Используется вода более низкой температуры, что позволяет сохранить больше натуральных жиров в шерсти. Подозреваю, что «Истекс» промывает волокна при высокой температуре воды, потому что там понимают, и, вероятно, вполне обоснованно, что основные покупатели пряжи не настолько очарованы запахом овец, как некоторые вязальщицы. Но надо признать, что такие слегка промытые волокна дают более нежное, мягкое ощущение, сохраняя при этом и естественный овечий аромат. Эти волокна затем сплетают в пряжу в стиле Plötulopi на заводе Истекс, и любой член кооператива может ее продавать.

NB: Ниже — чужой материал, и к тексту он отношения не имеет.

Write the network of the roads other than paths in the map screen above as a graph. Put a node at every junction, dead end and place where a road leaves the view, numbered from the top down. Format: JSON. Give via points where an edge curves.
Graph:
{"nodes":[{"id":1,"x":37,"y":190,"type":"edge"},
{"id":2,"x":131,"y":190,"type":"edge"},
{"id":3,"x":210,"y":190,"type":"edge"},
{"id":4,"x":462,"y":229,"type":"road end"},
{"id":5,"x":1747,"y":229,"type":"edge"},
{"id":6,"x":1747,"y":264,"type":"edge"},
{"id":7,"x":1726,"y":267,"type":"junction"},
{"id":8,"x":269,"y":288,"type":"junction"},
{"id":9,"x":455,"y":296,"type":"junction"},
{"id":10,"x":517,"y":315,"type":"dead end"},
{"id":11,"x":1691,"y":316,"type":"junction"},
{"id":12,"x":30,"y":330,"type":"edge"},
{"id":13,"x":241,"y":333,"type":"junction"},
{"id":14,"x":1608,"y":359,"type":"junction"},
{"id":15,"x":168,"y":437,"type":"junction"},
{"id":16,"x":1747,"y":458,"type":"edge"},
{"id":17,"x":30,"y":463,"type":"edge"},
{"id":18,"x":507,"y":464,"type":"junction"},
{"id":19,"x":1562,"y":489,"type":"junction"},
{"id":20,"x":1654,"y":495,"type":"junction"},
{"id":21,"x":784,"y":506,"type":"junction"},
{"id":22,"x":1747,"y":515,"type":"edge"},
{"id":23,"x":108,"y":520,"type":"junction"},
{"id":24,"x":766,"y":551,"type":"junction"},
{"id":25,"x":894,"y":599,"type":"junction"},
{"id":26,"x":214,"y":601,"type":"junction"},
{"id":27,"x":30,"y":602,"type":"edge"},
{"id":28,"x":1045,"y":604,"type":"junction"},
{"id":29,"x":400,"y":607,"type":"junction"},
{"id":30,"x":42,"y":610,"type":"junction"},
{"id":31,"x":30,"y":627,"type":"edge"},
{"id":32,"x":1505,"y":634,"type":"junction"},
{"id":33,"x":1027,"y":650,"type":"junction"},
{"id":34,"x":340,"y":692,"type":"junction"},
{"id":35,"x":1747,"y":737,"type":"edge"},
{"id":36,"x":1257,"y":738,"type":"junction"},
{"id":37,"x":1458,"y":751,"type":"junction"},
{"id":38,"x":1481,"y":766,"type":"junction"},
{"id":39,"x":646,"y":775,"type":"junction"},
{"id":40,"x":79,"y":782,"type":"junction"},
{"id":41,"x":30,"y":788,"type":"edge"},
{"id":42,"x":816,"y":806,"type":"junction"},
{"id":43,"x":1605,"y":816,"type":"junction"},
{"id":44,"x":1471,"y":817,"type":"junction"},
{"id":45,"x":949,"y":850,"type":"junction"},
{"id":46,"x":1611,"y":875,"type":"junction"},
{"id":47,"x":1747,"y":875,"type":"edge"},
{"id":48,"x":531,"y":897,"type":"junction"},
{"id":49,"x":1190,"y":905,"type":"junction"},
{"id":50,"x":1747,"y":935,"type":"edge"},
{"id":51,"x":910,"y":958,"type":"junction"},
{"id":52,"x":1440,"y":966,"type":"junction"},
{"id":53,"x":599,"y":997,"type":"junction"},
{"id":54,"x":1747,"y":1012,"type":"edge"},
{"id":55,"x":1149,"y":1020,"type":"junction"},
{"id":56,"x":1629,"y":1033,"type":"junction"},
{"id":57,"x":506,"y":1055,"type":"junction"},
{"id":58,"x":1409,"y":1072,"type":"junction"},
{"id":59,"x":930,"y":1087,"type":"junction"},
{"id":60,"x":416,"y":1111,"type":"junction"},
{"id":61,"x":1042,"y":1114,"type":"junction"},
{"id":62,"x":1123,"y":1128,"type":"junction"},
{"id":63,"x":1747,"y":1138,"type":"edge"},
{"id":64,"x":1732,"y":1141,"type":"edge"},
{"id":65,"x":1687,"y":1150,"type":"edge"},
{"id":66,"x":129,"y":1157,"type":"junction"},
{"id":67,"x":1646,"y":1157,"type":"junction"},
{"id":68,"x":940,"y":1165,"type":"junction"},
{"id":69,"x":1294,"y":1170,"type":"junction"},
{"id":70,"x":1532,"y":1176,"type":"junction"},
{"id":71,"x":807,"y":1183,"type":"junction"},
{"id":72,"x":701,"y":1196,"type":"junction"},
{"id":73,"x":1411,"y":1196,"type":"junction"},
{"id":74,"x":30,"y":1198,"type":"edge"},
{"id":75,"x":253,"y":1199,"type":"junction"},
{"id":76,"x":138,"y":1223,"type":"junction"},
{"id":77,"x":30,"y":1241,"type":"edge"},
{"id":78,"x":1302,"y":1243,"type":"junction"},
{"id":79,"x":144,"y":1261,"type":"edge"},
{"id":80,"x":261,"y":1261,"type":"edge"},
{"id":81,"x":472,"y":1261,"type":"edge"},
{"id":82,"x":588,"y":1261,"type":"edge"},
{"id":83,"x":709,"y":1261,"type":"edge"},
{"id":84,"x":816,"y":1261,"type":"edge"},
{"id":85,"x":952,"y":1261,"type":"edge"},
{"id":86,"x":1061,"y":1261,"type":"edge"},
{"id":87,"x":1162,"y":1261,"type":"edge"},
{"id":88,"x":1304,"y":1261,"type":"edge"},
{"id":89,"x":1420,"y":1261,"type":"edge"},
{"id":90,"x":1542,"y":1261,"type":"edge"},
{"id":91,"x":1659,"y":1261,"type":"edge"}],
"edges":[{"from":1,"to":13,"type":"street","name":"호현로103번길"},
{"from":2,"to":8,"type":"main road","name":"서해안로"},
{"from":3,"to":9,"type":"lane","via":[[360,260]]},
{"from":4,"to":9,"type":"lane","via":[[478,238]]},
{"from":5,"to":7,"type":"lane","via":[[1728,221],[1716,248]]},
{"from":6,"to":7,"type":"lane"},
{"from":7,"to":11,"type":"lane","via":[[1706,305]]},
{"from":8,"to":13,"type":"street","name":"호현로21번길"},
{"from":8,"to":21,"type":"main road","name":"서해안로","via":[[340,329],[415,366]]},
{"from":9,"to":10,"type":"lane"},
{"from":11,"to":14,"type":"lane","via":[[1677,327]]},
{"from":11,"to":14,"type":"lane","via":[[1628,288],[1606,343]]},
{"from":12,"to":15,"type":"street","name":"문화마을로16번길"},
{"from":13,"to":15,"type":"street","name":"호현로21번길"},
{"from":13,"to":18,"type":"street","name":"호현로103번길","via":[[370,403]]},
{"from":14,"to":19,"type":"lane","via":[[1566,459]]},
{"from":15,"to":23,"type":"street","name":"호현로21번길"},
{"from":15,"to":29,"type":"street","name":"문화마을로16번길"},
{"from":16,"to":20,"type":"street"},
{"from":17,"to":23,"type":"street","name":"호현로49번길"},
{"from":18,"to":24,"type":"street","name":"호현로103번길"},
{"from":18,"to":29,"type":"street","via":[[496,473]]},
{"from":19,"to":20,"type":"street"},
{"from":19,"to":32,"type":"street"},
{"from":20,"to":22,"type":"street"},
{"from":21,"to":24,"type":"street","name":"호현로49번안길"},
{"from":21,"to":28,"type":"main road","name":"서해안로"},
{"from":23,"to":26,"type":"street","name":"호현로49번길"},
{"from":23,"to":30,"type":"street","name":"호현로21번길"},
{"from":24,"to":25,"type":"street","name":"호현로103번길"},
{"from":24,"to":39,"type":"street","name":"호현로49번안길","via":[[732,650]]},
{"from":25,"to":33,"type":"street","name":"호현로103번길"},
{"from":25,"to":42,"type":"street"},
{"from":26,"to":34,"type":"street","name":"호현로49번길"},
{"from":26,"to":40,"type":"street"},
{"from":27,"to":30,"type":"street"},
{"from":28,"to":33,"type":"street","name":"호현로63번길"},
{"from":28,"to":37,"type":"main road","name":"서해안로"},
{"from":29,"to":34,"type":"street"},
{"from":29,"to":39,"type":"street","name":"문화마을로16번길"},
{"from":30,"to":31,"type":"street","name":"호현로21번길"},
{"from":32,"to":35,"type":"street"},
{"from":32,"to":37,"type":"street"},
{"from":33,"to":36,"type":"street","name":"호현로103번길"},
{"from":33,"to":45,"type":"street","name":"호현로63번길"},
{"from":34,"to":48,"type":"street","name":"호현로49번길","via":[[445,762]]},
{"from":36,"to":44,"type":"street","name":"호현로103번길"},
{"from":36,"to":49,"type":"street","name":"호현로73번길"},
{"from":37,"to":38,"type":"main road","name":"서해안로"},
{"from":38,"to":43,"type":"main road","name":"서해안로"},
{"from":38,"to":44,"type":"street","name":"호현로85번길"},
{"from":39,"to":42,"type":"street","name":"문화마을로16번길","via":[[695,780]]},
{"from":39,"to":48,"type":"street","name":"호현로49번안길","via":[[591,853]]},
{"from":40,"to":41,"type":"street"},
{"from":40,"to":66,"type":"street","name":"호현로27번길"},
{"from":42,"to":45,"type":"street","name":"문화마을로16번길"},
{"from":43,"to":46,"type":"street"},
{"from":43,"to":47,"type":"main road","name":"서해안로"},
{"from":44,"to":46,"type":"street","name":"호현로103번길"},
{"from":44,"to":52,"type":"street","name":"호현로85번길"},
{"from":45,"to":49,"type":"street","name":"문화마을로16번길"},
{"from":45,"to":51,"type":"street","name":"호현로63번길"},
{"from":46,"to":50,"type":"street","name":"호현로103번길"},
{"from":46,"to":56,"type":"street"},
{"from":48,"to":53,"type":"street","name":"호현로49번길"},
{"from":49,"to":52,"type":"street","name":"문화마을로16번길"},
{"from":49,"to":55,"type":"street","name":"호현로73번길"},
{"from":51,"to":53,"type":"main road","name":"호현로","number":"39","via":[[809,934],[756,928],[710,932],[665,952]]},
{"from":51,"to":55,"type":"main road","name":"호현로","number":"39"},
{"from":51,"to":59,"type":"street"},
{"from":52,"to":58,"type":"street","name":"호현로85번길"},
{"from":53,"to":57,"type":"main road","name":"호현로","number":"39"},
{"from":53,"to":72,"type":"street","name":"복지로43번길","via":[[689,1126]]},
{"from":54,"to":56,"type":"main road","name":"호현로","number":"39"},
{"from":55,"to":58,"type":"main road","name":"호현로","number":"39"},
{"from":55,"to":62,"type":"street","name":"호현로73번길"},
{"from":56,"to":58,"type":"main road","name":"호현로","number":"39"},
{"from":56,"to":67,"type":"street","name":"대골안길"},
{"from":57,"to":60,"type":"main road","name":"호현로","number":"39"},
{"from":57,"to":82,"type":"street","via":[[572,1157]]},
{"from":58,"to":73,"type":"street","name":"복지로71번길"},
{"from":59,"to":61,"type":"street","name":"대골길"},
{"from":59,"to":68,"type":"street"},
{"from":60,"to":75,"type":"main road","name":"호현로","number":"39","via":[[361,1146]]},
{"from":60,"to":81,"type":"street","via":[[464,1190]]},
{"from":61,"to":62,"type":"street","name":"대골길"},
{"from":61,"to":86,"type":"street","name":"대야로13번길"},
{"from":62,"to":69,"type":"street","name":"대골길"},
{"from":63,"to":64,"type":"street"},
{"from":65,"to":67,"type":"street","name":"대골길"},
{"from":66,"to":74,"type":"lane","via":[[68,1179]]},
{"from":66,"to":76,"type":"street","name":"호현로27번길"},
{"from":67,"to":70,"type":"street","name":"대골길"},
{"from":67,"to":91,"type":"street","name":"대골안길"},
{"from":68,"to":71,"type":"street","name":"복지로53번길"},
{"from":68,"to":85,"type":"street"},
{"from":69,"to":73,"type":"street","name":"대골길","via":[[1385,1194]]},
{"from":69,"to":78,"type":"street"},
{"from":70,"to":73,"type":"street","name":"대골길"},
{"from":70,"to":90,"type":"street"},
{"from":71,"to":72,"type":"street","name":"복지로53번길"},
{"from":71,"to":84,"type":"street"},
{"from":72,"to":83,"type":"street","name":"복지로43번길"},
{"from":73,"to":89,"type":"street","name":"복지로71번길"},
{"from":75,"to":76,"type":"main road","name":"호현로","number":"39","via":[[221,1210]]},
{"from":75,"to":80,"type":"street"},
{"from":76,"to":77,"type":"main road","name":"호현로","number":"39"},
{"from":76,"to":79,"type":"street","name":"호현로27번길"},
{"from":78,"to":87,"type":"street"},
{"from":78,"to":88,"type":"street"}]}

Пряжа Plötulopi настолько соответствует вязанию из натуральных овечьих волокон, насколько это возможно. Это едва скрученные волокна, напоминающие пряди волос; обычно их вяжут в две нити. Сама по себе такая пряжа может быть ломкой и нежной, но стоит связать из нее одежду, как получится полотно прочное, как сталь. Остальная исландская пряжа представляет собой привычные нам мотки или клубки, но Plötulopi выходит прямо из чесальной машины в виде дисков или лепешек.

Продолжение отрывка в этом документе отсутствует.